▸ **What you need to do**
Go through the data and count each line that has the string "Delfino". Give that count alone.

+++ Task inputs

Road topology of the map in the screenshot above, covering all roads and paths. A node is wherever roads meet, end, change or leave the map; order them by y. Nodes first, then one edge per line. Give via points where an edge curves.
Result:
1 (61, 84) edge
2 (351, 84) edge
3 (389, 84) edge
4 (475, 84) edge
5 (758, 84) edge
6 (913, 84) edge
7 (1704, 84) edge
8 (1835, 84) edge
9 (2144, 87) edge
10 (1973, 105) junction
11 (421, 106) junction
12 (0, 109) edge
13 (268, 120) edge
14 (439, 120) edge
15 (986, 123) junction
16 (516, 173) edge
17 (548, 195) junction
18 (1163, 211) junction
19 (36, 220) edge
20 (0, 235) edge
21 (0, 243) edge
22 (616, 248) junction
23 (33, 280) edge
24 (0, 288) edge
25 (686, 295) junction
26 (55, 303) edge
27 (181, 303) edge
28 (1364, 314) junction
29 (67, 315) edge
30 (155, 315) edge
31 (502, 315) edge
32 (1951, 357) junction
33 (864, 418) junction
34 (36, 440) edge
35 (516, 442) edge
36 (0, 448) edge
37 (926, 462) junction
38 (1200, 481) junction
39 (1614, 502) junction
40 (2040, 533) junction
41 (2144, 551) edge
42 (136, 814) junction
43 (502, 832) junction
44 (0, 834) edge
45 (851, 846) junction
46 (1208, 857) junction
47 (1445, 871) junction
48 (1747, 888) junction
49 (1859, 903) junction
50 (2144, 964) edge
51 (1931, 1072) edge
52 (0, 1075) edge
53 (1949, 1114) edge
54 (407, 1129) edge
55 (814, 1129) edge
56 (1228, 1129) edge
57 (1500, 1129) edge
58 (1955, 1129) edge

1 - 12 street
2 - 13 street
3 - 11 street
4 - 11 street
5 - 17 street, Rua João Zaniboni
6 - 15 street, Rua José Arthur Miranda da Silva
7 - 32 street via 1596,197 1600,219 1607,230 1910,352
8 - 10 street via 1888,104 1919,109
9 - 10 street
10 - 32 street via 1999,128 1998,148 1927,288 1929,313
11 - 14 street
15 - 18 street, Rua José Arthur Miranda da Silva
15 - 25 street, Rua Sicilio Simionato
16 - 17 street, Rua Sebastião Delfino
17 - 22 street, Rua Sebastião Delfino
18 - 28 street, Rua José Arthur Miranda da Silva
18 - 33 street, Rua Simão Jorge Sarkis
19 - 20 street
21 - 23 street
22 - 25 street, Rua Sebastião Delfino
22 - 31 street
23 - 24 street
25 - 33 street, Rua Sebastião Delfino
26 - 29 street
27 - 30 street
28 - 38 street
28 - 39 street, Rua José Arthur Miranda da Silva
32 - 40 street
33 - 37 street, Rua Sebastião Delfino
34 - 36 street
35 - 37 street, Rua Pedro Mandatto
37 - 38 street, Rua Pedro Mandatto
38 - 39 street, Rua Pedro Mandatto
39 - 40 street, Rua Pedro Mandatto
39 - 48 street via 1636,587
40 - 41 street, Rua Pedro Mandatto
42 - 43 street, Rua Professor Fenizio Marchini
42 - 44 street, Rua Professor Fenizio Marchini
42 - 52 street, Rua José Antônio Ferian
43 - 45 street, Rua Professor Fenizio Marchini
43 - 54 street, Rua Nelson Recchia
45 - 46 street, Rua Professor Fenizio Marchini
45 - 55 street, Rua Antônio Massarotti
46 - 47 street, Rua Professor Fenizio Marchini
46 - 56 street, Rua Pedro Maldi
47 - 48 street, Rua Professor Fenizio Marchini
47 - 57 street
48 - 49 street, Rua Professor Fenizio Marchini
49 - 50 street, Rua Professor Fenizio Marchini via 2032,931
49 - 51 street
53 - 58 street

++++++

▸ **Exercise result**
5